• What you need to do:
Wherever a line in the data holds the word "rule", pull that line out.

-=-=-

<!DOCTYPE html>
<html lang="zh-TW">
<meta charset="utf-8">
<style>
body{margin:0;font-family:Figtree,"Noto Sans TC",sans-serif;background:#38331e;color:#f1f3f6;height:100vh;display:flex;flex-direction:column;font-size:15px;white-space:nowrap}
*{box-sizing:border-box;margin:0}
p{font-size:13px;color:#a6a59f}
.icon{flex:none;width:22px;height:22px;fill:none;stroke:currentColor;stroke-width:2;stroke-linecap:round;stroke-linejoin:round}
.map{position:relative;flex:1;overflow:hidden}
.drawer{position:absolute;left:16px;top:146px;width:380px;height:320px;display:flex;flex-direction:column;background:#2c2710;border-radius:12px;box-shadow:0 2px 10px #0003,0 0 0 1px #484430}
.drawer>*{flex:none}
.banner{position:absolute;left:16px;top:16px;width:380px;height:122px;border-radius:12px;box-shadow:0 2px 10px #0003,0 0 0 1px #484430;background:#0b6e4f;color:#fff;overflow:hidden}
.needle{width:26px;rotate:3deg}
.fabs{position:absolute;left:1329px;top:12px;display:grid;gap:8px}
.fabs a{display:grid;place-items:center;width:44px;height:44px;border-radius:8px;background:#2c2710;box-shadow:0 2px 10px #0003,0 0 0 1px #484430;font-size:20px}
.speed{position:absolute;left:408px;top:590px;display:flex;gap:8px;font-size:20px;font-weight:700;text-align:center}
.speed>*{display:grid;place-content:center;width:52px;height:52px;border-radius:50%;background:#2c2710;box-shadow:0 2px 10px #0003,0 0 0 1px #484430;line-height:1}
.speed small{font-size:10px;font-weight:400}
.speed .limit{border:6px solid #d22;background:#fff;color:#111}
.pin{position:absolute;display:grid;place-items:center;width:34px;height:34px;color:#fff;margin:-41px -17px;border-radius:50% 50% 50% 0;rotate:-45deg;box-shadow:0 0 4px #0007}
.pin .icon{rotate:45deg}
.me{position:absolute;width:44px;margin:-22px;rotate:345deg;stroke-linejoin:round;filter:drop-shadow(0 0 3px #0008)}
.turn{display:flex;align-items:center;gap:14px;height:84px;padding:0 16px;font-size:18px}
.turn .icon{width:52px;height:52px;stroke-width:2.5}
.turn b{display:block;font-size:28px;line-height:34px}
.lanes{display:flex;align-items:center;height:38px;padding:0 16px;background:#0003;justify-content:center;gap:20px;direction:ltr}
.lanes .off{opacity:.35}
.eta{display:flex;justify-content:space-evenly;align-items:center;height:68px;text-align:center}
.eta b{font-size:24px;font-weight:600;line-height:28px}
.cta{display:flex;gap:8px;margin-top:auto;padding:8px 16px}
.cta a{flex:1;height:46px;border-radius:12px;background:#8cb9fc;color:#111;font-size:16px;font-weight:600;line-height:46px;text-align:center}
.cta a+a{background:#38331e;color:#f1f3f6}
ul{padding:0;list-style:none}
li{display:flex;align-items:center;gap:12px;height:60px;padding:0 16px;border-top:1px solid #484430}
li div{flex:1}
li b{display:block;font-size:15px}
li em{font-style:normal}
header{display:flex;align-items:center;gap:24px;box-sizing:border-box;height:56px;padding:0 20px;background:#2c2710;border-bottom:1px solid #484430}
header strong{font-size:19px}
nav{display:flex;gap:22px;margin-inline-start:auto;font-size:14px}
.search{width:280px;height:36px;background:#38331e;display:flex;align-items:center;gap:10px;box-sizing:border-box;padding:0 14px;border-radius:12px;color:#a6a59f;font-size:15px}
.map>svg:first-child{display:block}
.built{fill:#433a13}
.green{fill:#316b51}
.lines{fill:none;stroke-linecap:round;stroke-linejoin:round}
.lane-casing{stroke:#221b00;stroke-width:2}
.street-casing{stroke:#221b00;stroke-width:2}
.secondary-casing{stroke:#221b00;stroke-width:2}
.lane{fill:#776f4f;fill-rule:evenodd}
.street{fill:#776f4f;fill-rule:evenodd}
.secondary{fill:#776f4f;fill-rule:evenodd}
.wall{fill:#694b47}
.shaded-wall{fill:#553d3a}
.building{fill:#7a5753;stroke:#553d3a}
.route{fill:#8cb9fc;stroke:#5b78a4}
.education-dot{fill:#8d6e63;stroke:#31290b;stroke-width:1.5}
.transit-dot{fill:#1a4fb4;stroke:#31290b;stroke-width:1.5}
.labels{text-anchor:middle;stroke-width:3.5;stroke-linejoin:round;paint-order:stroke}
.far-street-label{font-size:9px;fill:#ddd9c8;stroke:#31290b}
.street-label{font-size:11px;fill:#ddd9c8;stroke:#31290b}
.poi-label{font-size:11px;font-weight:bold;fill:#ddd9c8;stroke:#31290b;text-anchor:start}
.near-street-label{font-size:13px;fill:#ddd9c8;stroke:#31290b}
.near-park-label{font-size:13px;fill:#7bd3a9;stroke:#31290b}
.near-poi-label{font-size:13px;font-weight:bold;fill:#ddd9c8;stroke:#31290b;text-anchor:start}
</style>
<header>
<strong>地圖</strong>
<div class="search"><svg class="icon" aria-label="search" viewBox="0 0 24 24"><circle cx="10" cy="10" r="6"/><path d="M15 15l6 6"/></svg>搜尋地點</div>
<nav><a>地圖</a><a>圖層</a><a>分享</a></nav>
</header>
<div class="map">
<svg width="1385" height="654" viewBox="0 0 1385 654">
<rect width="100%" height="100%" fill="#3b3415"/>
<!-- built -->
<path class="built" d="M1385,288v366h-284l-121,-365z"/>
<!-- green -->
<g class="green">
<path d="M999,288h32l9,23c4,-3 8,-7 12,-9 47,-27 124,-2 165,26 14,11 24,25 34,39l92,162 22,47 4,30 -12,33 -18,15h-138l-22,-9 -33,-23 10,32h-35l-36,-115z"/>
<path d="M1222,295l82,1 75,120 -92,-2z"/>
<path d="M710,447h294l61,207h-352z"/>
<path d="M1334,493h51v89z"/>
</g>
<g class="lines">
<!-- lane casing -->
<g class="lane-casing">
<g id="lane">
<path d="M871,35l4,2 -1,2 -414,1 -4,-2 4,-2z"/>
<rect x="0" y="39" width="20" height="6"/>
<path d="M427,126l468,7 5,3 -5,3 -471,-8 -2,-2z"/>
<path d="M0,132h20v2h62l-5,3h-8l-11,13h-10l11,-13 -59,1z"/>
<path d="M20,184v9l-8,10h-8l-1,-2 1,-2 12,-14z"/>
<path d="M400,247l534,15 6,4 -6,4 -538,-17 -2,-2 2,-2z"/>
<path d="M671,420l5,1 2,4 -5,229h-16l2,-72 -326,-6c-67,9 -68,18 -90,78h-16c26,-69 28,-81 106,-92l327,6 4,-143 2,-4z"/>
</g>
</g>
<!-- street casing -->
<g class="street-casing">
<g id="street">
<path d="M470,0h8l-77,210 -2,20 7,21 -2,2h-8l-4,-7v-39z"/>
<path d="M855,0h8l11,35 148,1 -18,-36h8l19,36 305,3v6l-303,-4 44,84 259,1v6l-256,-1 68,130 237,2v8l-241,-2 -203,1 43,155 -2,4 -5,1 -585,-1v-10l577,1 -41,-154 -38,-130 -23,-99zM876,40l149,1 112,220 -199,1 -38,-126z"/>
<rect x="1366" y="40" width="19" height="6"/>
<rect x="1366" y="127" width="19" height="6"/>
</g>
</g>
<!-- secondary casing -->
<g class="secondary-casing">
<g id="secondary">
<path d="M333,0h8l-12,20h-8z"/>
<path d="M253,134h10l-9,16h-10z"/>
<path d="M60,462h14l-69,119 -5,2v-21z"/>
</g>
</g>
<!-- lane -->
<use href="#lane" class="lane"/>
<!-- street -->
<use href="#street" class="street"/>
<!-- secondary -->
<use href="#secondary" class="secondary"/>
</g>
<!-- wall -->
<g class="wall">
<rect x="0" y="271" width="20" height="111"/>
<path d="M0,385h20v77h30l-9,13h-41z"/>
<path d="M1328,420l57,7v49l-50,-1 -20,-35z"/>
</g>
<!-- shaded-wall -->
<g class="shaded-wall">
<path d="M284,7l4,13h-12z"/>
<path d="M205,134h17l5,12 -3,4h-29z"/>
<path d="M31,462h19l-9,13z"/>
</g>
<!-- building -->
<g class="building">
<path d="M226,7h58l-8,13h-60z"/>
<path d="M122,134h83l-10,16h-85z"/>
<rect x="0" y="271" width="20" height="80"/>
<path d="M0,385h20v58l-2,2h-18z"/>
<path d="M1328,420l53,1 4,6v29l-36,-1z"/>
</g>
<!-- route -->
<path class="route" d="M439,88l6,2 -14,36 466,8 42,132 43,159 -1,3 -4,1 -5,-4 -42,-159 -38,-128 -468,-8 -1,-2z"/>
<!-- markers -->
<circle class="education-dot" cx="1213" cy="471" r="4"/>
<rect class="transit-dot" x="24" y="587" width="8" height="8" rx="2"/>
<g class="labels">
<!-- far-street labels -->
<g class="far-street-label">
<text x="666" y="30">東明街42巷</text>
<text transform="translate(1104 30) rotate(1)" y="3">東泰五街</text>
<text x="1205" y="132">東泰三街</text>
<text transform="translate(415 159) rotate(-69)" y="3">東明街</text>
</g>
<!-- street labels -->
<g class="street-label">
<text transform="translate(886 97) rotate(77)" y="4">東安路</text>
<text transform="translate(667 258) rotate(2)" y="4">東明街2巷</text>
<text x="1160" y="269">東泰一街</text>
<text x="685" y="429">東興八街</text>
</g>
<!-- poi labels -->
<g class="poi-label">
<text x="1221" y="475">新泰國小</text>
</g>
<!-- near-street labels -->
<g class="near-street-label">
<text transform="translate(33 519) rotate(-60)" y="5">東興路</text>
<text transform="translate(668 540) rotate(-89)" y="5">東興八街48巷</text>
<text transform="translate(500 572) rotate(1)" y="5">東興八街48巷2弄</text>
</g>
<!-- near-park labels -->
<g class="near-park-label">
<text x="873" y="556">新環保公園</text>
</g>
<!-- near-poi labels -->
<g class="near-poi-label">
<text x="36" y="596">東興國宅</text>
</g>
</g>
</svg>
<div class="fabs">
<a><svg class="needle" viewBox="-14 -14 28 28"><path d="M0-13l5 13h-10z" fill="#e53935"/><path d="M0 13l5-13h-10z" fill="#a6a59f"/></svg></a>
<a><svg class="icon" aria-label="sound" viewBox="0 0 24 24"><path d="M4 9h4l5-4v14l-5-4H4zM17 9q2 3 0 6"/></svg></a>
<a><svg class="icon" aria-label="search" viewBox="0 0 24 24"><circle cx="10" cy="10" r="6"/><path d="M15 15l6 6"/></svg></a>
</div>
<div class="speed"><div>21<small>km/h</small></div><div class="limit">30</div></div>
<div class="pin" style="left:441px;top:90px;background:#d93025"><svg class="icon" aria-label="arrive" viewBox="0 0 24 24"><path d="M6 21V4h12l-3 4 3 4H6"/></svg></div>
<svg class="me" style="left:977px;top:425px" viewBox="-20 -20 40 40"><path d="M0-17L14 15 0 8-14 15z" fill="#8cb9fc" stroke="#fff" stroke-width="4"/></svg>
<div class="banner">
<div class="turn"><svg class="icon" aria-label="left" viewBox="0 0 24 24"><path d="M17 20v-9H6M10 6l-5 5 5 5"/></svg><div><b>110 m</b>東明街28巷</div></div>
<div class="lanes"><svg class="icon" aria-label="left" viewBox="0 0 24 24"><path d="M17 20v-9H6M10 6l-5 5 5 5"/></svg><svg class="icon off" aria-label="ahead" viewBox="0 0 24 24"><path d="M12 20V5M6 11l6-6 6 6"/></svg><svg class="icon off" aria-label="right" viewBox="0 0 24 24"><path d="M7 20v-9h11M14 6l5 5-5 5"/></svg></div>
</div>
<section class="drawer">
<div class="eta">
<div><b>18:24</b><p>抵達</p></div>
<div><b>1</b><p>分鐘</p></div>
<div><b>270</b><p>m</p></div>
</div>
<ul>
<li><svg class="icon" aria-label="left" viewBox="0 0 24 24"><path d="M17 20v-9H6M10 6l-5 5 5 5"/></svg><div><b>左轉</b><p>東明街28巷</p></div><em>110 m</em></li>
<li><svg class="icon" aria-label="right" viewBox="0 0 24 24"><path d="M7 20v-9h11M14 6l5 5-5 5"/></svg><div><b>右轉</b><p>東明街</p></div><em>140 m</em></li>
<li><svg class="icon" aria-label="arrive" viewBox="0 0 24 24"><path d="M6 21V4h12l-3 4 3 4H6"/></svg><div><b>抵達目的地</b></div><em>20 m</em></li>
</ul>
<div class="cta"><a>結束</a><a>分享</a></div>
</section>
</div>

-=-=-

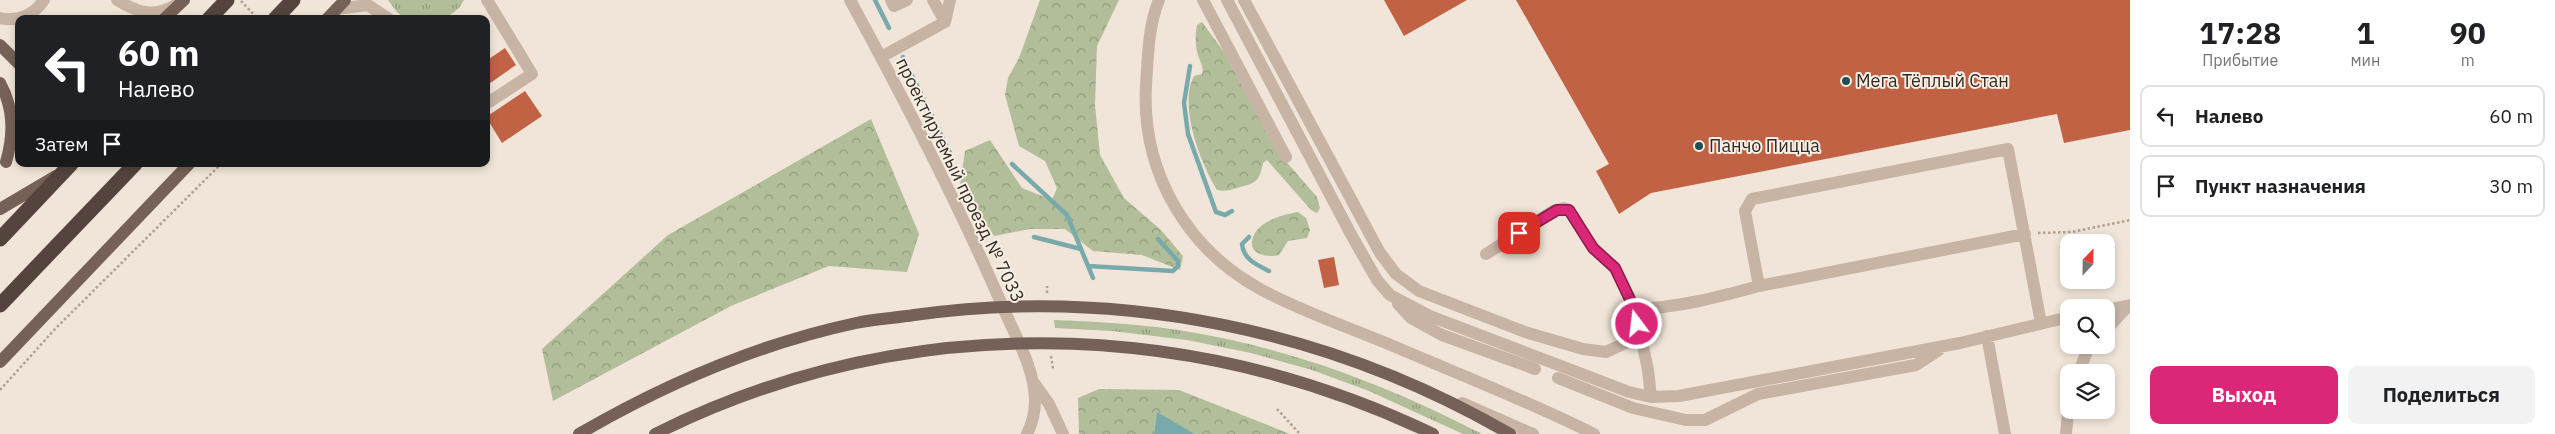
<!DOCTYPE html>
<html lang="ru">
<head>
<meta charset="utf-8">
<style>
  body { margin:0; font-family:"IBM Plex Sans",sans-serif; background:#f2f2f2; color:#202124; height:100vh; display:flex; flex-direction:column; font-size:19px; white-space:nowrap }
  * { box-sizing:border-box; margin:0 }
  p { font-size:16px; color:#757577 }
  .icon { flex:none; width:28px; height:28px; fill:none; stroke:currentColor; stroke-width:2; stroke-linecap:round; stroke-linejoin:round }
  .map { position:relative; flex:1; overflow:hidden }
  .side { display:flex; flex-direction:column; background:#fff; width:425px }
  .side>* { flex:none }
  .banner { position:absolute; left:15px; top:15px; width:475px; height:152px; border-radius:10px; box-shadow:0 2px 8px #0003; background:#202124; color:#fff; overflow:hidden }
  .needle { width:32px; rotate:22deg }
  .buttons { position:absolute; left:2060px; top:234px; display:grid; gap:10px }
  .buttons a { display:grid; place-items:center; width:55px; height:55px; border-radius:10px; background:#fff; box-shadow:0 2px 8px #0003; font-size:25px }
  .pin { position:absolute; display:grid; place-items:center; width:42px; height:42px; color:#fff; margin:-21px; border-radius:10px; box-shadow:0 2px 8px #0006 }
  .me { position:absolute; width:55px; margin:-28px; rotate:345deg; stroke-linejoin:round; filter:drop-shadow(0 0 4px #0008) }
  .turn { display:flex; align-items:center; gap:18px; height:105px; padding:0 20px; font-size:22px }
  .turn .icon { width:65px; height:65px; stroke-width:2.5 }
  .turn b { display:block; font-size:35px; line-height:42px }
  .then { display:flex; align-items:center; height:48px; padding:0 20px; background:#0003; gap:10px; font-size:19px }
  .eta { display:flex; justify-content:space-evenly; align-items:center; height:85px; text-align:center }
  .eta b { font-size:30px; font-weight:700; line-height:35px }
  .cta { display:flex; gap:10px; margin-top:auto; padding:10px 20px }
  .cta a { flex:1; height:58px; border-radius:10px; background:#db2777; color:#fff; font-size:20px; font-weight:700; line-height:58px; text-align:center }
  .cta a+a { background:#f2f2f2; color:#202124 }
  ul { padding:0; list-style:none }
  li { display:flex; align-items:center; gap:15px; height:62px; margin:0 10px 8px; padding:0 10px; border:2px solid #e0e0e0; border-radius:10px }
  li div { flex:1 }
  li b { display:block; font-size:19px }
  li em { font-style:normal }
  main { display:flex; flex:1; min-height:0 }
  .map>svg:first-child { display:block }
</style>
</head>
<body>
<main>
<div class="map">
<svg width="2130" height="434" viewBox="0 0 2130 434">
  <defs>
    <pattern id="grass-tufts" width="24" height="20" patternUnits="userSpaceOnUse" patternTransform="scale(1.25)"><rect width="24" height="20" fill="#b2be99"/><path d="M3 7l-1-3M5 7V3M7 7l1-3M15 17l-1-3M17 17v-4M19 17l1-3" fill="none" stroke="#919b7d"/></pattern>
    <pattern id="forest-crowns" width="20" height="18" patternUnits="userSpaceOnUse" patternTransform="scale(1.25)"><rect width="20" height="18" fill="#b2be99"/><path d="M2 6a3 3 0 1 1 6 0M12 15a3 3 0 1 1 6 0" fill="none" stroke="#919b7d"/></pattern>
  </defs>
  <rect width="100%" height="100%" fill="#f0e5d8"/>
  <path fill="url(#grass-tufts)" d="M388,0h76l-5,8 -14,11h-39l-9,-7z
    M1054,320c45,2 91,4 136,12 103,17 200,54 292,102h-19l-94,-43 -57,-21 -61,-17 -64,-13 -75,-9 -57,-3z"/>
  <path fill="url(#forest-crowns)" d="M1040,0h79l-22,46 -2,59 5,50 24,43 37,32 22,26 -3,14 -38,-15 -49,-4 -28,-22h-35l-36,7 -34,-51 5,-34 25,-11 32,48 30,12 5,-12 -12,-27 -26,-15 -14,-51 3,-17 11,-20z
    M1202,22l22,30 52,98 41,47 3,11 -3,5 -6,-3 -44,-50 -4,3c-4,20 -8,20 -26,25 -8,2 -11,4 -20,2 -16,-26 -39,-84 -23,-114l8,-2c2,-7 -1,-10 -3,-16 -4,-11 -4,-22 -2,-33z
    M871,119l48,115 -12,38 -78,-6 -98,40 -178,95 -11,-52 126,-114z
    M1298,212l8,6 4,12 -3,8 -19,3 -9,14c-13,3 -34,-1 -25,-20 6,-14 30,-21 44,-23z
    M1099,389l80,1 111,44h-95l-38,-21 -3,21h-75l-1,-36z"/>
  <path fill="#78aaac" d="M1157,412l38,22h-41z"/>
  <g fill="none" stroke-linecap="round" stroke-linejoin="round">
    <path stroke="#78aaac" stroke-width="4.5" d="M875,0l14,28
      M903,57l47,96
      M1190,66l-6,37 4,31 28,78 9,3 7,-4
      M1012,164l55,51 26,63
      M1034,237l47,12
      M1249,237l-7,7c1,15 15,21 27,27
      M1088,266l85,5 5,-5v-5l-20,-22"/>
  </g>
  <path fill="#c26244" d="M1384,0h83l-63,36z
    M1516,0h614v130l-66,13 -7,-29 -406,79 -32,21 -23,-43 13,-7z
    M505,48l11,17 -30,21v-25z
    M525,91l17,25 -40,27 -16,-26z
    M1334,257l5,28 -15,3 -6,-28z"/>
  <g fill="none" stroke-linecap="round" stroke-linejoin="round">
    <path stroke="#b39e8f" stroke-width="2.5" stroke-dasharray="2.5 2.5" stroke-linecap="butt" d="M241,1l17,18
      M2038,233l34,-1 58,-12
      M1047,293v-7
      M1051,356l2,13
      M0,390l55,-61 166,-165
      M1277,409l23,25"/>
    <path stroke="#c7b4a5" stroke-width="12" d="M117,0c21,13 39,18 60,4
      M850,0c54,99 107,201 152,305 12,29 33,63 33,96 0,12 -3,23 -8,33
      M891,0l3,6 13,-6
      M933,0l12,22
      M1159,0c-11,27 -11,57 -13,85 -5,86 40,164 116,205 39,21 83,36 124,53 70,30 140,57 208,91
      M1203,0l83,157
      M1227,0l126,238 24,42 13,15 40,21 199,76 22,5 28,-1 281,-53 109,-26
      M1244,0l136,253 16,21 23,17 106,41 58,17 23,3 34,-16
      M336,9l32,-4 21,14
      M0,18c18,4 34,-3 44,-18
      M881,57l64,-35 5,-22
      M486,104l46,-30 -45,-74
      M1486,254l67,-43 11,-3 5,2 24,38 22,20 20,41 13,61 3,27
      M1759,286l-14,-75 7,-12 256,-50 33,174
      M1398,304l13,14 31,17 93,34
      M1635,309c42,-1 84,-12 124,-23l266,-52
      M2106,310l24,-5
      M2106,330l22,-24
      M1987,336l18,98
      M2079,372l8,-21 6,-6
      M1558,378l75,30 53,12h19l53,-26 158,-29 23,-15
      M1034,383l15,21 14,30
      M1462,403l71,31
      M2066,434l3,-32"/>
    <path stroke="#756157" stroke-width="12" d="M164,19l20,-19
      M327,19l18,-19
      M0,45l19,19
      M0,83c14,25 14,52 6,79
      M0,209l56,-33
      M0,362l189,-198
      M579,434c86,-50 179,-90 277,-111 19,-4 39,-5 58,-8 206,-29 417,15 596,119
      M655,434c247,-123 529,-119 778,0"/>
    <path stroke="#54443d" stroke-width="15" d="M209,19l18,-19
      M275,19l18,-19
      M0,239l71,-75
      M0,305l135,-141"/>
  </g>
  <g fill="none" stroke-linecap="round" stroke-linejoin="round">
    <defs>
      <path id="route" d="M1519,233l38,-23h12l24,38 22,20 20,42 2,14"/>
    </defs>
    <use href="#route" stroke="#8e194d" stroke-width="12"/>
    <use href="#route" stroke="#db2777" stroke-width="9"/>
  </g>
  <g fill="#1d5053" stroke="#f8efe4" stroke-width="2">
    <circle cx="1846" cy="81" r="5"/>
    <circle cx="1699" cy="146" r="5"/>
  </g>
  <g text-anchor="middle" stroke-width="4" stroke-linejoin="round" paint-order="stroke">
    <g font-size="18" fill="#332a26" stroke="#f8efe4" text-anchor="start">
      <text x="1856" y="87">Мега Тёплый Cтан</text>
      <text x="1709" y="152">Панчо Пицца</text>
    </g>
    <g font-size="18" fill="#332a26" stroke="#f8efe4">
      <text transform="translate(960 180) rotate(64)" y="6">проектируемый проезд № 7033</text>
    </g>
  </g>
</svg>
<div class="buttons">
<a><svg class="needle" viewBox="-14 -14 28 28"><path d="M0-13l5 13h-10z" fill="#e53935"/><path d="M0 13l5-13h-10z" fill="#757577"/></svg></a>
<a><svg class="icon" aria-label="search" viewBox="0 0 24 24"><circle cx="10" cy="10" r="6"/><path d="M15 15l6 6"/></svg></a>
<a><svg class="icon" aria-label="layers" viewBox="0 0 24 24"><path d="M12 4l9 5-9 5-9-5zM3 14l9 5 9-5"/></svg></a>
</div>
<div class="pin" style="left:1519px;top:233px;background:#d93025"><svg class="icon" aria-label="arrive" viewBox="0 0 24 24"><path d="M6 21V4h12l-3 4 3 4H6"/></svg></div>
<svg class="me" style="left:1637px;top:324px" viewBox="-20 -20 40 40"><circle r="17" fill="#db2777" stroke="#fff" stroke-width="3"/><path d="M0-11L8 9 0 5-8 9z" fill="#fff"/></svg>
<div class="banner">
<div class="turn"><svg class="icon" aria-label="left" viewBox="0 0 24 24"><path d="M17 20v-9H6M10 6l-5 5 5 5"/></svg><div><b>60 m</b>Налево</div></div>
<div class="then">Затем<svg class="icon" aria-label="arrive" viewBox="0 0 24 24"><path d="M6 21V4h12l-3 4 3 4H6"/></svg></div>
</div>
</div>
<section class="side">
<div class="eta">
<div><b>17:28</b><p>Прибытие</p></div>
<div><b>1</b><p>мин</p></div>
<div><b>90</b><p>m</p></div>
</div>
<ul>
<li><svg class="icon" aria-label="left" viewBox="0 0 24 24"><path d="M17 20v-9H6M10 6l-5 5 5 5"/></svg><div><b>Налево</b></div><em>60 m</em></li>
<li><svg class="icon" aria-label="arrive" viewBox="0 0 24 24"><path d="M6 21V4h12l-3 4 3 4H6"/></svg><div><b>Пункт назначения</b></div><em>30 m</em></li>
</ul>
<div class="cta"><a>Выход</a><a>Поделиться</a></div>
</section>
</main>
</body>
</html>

-=-=-

• Solution below:
.lane{fill:#776f4f;fill-rule:evenodd}
.street{fill:#776f4f;fill-rule:evenodd}
.secondary{fill:#776f4f;fill-rule:evenodd}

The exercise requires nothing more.